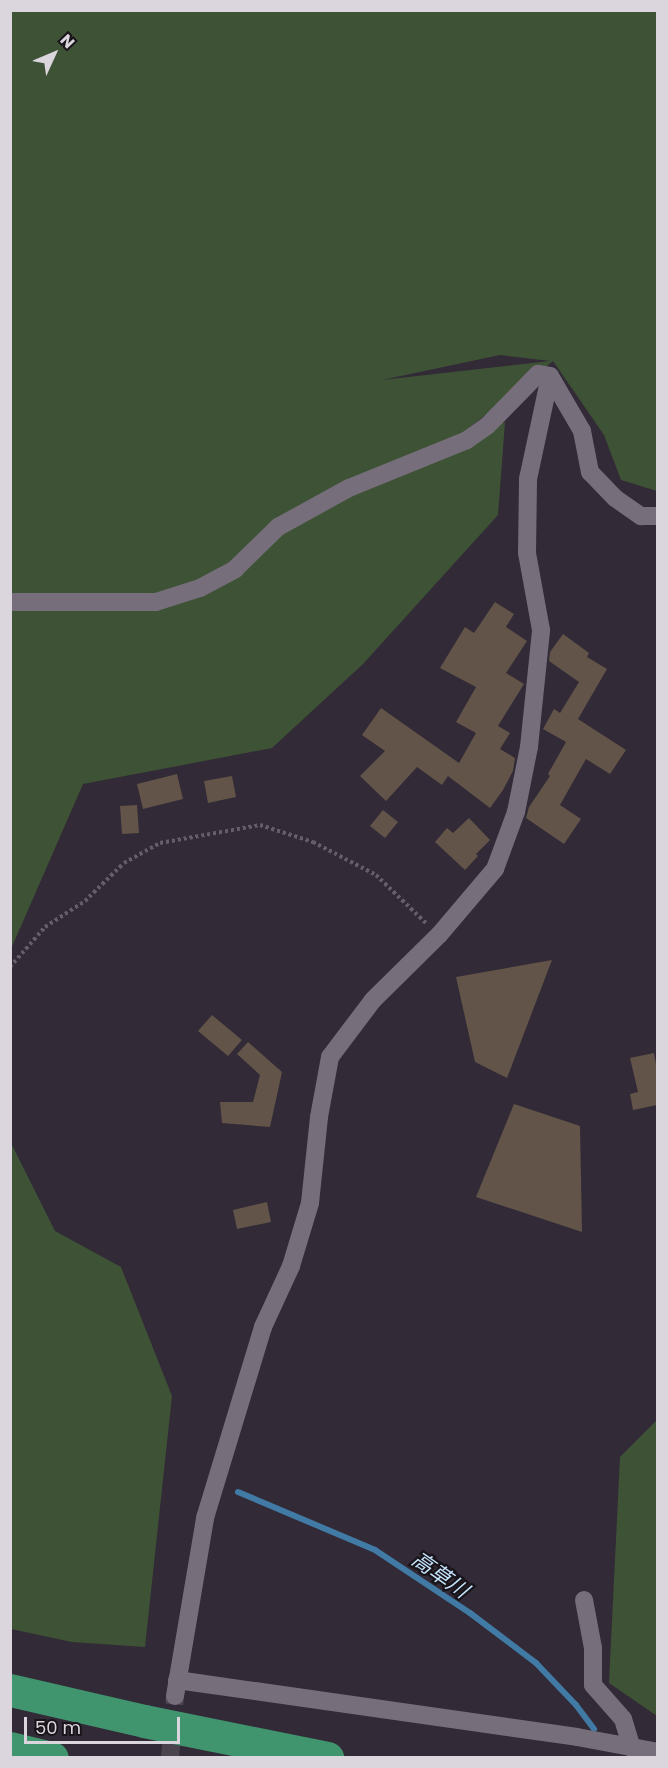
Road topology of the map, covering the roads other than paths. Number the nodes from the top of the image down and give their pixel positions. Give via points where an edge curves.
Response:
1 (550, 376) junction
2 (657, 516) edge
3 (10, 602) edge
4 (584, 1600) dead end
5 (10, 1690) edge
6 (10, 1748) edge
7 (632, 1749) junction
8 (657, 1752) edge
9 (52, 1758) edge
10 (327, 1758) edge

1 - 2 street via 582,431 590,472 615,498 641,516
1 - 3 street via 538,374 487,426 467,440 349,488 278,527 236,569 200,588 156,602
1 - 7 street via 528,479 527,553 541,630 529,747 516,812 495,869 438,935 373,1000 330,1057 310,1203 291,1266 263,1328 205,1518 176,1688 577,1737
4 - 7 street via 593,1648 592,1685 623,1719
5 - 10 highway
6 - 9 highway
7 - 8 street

----------

YOUR GOAL
All of the material must be given again exactly, though no picture may appear in the copy.

RESPONSE AREA
Road topology of the map, covering the roads other than paths. Number the nodes from the top of the image down and give their pixel positions. Give via points where an edge curves.
Response:
1 (550, 376) junction
2 (657, 516) edge
3 (10, 602) edge
4 (584, 1600) dead end
5 (10, 1690) edge
6 (10, 1748) edge
7 (632, 1749) junction
8 (657, 1752) edge
9 (52, 1758) edge
10 (327, 1758) edge

1 - 2 street via 582,431 590,472 615,498 641,516
1 - 3 street via 538,374 487,426 467,440 349,488 278,527 236,569 200,588 156,602
1 - 7 street via 528,479 527,553 541,630 529,747 516,812 495,869 438,935 373,1000 330,1057 310,1203 291,1266 263,1328 205,1518 176,1688 577,1737
4 - 7 street via 593,1648 592,1685 623,1719
5 - 10 highway
6 - 9 highway
7 - 8 street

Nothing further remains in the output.